E o consultor baixou suas expectativas para 20 livros. O que também resultou na mesma reação típica das perguntas anteriores. Até que demonstrou se dar por satisfeito caso alguém ali dissesse algo em torno de 5 a 10 títulos. Alguns braços levantados, timidamente surgiram uns poucos acenos positivos.
Foi quando concluiu destacando que não apenas os consultores precisam ler no mínimo 5 bons livros por ano. De outra maneira, segundo ele, seremos apenas iguais à média, um “eu também” no meio de uma multidão em busca de um destaque no mercado, que certamente nunca chegará.
Preocupante. Definitivamente preocupante a observação do professor. Porque diante da pilha de livros que repousa – mentira, uma pilha de livros nunca repousa, ela apenas finge-se de morta – sobre nossa mesa, sentimos o peso do débito que temos atrás de nós, sem que nada interrompa seu crescimento.
Tudo bem, podemos negociar a dívida. Talvez uma proposta de parcelamento, quem sabe, com um contrato de assiduidade. Algo como ignorar a cama feita e o sono que insiste em nos aliciar. Dar pouca importância ao relógio, quando nos avisa que já passamos para o outro dia e estamos bem longe da fronteira que separa o ontem do hoje. E também tem os sábados e os domingos. E os feriados. E os dias santos de guarda. E o intervalo comercial, durante o jornal, a novela, o filme, etc. Tive um professor, exegeta de primeiríssima linha, para quem o tempo de um break comercial era o espaço ótimo para ler mais alguns versículos do Novo Testamento, presença absoluta em seu previsível paletó preto. Será por isso que à época ele assessorava nada menos que o Cardeal Arcebispo de São Paulo, já havia publicado vários livros e sua agenda lembrava uma Avenida 23 de Maio por volta das 17h? Destino ou sorte, isso eu sei que não era.
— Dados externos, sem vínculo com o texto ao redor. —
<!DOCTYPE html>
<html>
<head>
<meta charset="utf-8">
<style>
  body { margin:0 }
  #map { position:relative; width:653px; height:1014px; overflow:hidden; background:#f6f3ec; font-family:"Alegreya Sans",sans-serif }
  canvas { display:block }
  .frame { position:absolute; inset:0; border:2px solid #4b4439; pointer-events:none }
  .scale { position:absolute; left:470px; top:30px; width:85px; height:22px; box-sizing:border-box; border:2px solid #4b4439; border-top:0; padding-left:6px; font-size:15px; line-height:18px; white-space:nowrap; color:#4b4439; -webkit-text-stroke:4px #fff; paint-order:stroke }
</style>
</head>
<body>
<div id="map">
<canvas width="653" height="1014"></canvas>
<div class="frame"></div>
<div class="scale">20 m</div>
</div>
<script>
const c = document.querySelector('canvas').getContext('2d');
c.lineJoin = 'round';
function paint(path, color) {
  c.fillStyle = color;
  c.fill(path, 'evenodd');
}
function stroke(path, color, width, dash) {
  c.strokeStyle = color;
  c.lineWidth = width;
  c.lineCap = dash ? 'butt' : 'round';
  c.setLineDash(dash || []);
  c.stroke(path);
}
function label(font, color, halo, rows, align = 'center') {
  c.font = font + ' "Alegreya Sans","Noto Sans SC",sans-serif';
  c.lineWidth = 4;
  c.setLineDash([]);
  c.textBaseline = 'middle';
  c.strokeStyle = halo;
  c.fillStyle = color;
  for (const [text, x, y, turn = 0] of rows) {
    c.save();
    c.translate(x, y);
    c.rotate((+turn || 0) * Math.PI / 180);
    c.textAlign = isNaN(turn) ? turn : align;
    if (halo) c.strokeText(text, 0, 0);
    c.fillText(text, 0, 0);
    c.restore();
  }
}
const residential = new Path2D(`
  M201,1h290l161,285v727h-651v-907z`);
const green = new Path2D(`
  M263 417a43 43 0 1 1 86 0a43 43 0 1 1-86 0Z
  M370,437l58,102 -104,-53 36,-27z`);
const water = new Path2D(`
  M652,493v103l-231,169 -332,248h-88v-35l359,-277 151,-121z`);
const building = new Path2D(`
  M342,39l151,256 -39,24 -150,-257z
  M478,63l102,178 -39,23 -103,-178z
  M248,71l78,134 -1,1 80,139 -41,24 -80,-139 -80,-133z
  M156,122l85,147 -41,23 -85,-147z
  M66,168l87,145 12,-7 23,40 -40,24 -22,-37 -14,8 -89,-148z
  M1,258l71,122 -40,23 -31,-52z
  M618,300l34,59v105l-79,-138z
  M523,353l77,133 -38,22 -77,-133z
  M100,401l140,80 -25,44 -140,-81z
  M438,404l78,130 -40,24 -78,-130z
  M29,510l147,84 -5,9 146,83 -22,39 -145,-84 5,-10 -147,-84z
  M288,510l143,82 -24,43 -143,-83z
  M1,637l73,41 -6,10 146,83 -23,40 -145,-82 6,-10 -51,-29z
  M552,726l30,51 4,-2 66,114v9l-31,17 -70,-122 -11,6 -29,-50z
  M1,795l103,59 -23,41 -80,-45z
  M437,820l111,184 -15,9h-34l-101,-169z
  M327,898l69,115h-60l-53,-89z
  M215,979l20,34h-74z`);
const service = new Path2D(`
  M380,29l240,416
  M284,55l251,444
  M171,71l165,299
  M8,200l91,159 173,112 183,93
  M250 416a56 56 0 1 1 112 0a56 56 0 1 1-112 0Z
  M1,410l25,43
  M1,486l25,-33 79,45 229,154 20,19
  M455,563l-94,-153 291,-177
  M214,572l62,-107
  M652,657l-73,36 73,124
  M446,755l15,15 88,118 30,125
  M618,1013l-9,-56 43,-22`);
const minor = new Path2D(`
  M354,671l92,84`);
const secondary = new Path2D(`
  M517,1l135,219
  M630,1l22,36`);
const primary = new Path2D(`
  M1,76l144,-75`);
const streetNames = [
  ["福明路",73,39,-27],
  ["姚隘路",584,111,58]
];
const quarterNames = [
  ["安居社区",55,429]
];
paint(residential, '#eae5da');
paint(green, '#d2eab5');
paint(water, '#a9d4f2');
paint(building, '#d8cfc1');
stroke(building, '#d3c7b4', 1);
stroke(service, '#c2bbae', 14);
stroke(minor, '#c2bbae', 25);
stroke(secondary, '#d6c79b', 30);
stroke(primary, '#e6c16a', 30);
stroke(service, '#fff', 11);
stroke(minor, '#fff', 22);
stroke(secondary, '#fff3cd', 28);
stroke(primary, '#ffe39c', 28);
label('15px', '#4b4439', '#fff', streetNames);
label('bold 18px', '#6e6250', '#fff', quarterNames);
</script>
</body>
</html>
O problema aí é o velho paradigma, segundo o qual fomos feitos para produzir de segunda a sexta, no horário comercial. Essa verdade, que nos torna prisioneiros das ciladas que cultivamos sempre que não podemos inventá-las, tem algo de demoníaco. Principalmente porque ela nos é inoculada no mais profundo de nossa mente, envolta numa embalagem feita de “esperteza”.
Quem nunca ouviu alguém dizendo que sempre estudou ou trabalhou, sim, mas nunca foi um CDF? E o pior: narra-se o fato como se ostentasse a maior das conquistas de que alguém é capaz – motivo de orgulho supremo. Nem um, nem outro. Na verdade, mais uma derrota. Algo como se dizer vitorioso porque fez uma “viagem” ao consumir droga ou por ter dado um tiro no próprio pé.
Resultado: aprendemos e ensinamos a ter vergonha de atitudes como persistência, determinação e coisas do gênero. Certos de estarmos fugindo das estruturas que nos aprisionam, sem perceber nos tornamos CDFs da incompetência institucional. O que, sem dúvida, é ainda mais trágico.
Algumas pessoas chegam lá. Destino? Sorte? Não. Trabalho e vontade.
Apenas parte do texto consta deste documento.